### Problem description
Your task is to copy every record exactly.

### Information shown
———

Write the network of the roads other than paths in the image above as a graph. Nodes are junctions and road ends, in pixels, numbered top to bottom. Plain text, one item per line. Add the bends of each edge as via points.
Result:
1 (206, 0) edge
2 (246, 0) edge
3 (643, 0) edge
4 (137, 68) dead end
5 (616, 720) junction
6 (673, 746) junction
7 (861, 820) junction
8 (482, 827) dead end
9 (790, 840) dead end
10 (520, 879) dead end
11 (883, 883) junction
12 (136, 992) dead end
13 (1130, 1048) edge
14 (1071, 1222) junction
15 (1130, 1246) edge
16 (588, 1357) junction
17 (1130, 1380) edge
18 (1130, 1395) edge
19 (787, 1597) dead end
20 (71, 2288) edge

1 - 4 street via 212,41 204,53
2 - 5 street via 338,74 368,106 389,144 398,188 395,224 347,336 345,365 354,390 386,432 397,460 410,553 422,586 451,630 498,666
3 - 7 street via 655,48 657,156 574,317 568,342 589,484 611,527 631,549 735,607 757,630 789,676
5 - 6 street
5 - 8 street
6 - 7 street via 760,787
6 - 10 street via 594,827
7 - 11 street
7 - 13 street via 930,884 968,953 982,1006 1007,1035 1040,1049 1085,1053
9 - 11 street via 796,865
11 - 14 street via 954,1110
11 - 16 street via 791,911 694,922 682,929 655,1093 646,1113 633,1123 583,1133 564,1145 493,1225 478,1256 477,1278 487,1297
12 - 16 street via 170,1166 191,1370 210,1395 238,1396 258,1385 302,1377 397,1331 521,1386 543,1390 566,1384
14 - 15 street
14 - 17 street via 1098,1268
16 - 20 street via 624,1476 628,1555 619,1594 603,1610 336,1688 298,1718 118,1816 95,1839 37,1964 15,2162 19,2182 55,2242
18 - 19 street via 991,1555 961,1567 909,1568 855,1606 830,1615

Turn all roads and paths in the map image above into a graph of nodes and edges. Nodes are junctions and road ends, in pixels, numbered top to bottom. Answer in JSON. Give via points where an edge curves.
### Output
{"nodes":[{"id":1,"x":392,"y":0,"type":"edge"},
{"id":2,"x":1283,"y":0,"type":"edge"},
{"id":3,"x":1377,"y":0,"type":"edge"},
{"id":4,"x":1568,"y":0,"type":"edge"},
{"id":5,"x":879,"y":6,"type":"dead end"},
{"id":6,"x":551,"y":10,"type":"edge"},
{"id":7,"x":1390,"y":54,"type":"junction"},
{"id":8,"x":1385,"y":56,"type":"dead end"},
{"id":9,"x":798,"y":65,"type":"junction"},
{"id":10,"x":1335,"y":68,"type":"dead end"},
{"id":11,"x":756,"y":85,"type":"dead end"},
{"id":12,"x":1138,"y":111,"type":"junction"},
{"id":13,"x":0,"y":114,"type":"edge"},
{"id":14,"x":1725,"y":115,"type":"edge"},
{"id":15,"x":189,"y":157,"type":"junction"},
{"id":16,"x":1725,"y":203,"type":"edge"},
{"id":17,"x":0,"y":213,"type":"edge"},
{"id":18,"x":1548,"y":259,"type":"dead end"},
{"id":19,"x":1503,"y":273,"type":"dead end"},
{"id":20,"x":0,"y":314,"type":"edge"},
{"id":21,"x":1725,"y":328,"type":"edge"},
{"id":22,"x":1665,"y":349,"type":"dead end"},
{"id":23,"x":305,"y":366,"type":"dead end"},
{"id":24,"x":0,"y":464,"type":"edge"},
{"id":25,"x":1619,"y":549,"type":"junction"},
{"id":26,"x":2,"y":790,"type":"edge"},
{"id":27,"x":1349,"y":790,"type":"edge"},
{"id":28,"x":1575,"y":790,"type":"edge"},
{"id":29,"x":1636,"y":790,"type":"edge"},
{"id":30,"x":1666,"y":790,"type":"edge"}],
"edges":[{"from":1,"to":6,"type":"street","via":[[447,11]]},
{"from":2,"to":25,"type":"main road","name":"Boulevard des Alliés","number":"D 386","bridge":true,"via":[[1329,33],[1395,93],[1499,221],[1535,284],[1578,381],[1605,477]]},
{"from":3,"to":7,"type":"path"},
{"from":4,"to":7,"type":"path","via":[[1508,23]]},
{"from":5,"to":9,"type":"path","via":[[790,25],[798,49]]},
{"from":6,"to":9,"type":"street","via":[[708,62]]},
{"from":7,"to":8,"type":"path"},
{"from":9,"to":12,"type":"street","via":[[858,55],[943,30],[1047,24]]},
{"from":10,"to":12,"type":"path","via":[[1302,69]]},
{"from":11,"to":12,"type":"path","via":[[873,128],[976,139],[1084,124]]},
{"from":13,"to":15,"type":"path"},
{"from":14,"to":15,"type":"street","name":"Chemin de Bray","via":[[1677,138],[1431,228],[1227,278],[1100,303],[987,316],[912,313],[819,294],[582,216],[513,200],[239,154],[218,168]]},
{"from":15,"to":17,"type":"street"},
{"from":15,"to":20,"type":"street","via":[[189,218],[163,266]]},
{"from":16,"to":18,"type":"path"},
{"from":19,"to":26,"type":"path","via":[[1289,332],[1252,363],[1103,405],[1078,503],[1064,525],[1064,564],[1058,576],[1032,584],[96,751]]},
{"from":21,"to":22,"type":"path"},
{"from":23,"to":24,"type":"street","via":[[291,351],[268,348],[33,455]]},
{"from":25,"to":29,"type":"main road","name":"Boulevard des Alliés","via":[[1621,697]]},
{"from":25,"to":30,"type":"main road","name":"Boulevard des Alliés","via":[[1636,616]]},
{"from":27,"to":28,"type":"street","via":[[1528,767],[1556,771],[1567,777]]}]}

———

### Exercise solution
Write the network of the roads other than paths in the image above as a graph. Nodes are junctions and road ends, in pixels, numbered top to bottom. Plain text, one item per line. Add the bends of each edge as via points.
Result:
1 (206, 0) edge
2 (246, 0) edge
3 (643, 0) edge
4 (137, 68) dead end
5 (616, 720) junction
6 (673, 746) junction
7 (861, 820) junction
8 (482, 827) dead end
9 (790, 840) dead end
10 (520, 879) dead end
11 (883, 883) junction
12 (136, 992) dead end
13 (1130, 1048) edge
14 (1071, 1222) junction
15 (1130, 1246) edge
16 (588, 1357) junction
17 (1130, 1380) edge
18 (1130, 1395) edge
19 (787, 1597) dead end
20 (71, 2288) edge

1 - 4 street via 212,41 204,53
2 - 5 street via 338,74 368,106 389,144 398,188 395,224 347,336 345,365 354,390 386,432 397,460 410,553 422,586 451,630 498,666
3 - 7 street via 655,48 657,156 574,317 568,342 589,484 611,527 631,549 735,607 757,630 789,676
5 - 6 street
5 - 8 street
6 - 7 street via 760,787
6 - 10 street via 594,827
7 - 11 street
7 - 13 street via 930,884 968,953 982,1006 1007,1035 1040,1049 1085,1053
9 - 11 street via 796,865
11 - 14 street via 954,1110
11 - 16 street via 791,911 694,922 682,929 655,1093 646,1113 633,1123 583,1133 564,1145 493,1225 478,1256 477,1278 487,1297
12 - 16 street via 170,1166 191,1370 210,1395 238,1396 258,1385 302,1377 397,1331 521,1386 543,1390 566,1384
14 - 15 street
14 - 17 street via 1098,1268
16 - 20 street via 624,1476 628,1555 619,1594 603,1610 336,1688 298,1718 118,1816 95,1839 37,1964 15,2162 19,2182 55,2242
18 - 19 street via 991,1555 961,1567 909,1568 855,1606 830,1615

Turn all roads and paths in the map image above into a graph of nodes and edges. Nodes are junctions and road ends, in pixels, numbered top to bottom. Answer in JSON. Give via points where an edge curves.
### Output
{"nodes":[{"id":1,"x":392,"y":0,"type":"edge"},
{"id":2,"x":1283,"y":0,"type":"edge"},
{"id":3,"x":1377,"y":0,"type":"edge"},
{"id":4,"x":1568,"y":0,"type":"edge"},
{"id":5,"x":879,"y":6,"type":"dead end"},
{"id":6,"x":551,"y":10,"type":"edge"},
{"id":7,"x":1390,"y":54,"type":"junction"},
{"id":8,"x":1385,"y":56,"type":"dead end"},
{"id":9,"x":798,"y":65,"type":"junction"},
{"id":10,"x":1335,"y":68,"type":"dead end"},
{"id":11,"x":756,"y":85,"type":"dead end"},
{"id":12,"x":1138,"y":111,"type":"junction"},
{"id":13,"x":0,"y":114,"type":"edge"},
{"id":14,"x":1725,"y":115,"type":"edge"},
{"id":15,"x":189,"y":157,"type":"junction"},
{"id":16,"x":1725,"y":203,"type":"edge"},
{"id":17,"x":0,"y":213,"type":"edge"},
{"id":18,"x":1548,"y":259,"type":"dead end"},
{"id":19,"x":1503,"y":273,"type":"dead end"},
{"id":20,"x":0,"y":314,"type":"edge"},
{"id":21,"x":1725,"y":328,"type":"edge"},
{"id":22,"x":1665,"y":349,"type":"dead end"},
{"id":23,"x":305,"y":366,"type":"dead end"},
{"id":24,"x":0,"y":464,"type":"edge"},
{"id":25,"x":1619,"y":549,"type":"junction"},
{"id":26,"x":2,"y":790,"type":"edge"},
{"id":27,"x":1349,"y":790,"type":"edge"},
{"id":28,"x":1575,"y":790,"type":"edge"},
{"id":29,"x":1636,"y":790,"type":"edge"},
{"id":30,"x":1666,"y":790,"type":"edge"}],
"edges":[{"from":1,"to":6,"type":"street","via":[[447,11]]},
{"from":2,"to":25,"type":"main road","name":"Boulevard des Alliés","number":"D 386","bridge":true,"via":[[1329,33],[1395,93],[1499,221],[1535,284],[1578,381],[1605,477]]},
{"from":3,"to":7,"type":"path"},
{"from":4,"to":7,"type":"path","via":[[1508,23]]},
{"from":5,"to":9,"type":"path","via":[[790,25],[798,49]]},
{"from":6,"to":9,"type":"street","via":[[708,62]]},
{"from":7,"to":8,"type":"path"},
{"from":9,"to":12,"type":"street","via":[[858,55],[943,30],[1047,24]]},
{"from":10,"to":12,"type":"path","via":[[1302,69]]},
{"from":11,"to":12,"type":"path","via":[[873,128],[976,139],[1084,124]]},
{"from":13,"to":15,"type":"path"},
{"from":14,"to":15,"type":"street","name":"Chemin de Bray","via":[[1677,138],[1431,228],[1227,278],[1100,303],[987,316],[912,313],[819,294],[582,216],[513,200],[239,154],[218,168]]},
{"from":15,"to":17,"type":"street"},
{"from":15,"to":20,"type":"street","via":[[189,218],[163,266]]},
{"from":16,"to":18,"type":"path"},
{"from":19,"to":26,"type":"path","via":[[1289,332],[1252,363],[1103,405],[1078,503],[1064,525],[1064,564],[1058,576],[1032,584],[96,751]]},
{"from":21,"to":22,"type":"path"},
{"from":23,"to":24,"type":"street","via":[[291,351],[268,348],[33,455]]},
{"from":25,"to":29,"type":"main road","name":"Boulevard des Alliés","via":[[1621,697]]},
{"from":25,"to":30,"type":"main road","name":"Boulevard des Alliés","via":[[1636,616]]},
{"from":27,"to":28,"type":"street","via":[[1528,767],[1556,771],[1567,777]]}]}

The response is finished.